一方のHannah氏は原告の主張を部分的に認めつつも、redditでリークスレッドを立てたDiMarco氏には能動的に情報を渡したわけではないと供述している。具体的には、Hannah被告はDiMarco氏から「隕石がどこに落下するか」という質問責めに遭い、「みんなが予想するような場所には落下しない」「ティルテッド・タワーではない」というヒントを与えたが、そこから先はDiMarco氏自身で情報を集め仮説を立て、ダスティ・デポ(現ダスティ・ディボット)に落ちるという結論に至った。とはいえ、最終的にDiMarco氏からダスティ・デポに落ちるのかどうか尋ねられた際、Hannah氏は肯定したという。ゆえにNDA違反であることは認めているが、DiMarco氏はHannah被告の意思とは関係なく、個人の判断で情報を公にしたというのが、被告側の主張である。なおDiMarco氏はEpic Gamesと直接関係がなく、NDAを結んでいないため提訴されていない。

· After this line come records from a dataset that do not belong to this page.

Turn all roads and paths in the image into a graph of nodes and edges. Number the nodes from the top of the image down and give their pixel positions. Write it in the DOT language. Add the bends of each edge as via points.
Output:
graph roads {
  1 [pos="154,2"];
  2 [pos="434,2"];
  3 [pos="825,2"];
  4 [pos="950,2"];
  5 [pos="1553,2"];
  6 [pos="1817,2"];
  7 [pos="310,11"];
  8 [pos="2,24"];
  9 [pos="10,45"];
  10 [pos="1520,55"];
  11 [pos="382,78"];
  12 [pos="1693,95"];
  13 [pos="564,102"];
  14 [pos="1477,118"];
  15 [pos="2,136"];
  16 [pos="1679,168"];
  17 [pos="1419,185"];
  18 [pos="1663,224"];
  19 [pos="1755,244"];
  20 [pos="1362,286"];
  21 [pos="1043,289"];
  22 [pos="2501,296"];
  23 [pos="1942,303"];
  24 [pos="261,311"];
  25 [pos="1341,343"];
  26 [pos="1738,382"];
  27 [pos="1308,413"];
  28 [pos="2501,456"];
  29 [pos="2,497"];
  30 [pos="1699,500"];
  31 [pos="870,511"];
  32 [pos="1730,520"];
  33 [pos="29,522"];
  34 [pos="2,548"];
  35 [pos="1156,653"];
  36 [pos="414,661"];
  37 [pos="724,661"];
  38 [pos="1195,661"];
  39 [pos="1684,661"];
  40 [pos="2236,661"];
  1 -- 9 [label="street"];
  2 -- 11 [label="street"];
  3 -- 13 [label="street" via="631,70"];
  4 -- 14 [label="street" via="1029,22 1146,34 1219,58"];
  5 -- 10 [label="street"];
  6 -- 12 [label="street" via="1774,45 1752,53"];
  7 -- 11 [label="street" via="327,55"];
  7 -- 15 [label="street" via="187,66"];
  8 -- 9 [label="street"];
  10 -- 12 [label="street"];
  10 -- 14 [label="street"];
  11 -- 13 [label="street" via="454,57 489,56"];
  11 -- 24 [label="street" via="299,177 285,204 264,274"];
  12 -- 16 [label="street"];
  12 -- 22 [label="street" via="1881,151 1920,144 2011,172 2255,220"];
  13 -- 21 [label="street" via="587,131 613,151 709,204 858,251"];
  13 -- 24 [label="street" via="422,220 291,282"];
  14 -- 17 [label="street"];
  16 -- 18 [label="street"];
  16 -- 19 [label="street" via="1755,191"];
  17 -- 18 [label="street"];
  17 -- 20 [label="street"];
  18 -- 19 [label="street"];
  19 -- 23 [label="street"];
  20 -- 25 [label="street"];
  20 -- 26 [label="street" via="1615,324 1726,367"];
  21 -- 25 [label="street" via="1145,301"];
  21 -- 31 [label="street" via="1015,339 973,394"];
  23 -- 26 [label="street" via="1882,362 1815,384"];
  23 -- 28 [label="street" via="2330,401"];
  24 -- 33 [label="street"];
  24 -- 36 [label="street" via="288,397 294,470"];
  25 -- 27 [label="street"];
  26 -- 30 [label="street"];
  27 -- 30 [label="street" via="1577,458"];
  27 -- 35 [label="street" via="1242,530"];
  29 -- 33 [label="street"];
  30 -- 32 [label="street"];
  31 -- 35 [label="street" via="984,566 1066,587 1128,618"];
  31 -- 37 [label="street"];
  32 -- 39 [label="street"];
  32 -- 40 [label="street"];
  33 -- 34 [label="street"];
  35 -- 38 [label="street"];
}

リーク投稿では、隕石落下地点がダスティ・デポであることだけでなく、シーズン4では毎週マップが変化すること、同じく隕石が落下したティルテッド・タワーに関しては週を追うごとに復興作業が進み様相を変えること、シーズン4バトルパスのテーマがスーパーヒーローであることまで言及されていた(FortniteIntel)。そのうちHannah被告がDiMarco氏に流したのは、隕石がダスティ・デポに落下するという情報だけであり、残りはDiMarco氏が他の情報源もしくは自身の仮説をもとに記述したもの。つまりリークの全て、Epic Gamesが被った損害の全てがHannah被告の責任というわけではない。以上が被告側の言い分である。
訴状でEpic Gamesが述べたように、今後のゲーム展開のヒントを作中に仕込むことの多い『フォートナイト』にとって、それらは作品の人気を支える重要な柱。現在も『フォートナイト』では、7月に控えているシーズン5の開幕に向けた演出が少しずつ追加されていっている。リークに対し容赦ない態度を取るEpic Gamesの対応は、シーズン5以降のさらなる情報流出を防ぐ抑止力となるかもしれない。